====== Provided records ======

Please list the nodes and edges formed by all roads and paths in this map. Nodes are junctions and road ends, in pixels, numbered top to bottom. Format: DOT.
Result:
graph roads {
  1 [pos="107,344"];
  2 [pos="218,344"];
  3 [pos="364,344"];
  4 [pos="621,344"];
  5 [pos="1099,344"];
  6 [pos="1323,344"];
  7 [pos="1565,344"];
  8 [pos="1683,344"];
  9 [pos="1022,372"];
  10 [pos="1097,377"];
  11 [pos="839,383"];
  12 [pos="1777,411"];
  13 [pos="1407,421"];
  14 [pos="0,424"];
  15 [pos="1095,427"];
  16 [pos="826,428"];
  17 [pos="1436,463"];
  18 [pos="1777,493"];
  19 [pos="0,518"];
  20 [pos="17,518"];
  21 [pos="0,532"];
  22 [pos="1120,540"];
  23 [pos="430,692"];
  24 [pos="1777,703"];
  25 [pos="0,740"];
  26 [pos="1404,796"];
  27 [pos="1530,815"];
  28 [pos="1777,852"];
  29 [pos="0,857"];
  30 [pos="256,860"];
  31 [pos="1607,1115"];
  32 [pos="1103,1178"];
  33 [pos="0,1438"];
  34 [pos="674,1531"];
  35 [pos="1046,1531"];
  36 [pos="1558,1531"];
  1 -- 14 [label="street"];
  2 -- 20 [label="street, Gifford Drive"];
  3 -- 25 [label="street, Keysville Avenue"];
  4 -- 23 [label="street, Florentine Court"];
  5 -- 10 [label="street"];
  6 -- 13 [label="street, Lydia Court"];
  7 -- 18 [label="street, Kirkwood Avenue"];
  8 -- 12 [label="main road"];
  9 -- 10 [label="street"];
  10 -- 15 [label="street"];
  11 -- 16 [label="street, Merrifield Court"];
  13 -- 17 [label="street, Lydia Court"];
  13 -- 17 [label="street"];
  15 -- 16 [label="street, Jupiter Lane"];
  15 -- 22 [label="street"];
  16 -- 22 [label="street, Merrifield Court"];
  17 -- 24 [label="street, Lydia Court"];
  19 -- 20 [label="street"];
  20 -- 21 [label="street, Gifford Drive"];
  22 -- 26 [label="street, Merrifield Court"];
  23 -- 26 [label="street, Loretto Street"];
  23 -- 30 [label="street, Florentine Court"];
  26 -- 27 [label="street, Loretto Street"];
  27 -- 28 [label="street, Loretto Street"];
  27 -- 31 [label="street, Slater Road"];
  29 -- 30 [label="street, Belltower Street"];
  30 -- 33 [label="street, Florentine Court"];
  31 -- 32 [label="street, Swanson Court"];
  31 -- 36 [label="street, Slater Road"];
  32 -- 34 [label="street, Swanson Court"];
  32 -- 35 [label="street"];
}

======

- Task details: Each line of the records above that includes the string "Slater" should be counted. Report the total alone.

- Solution to the exercise: 2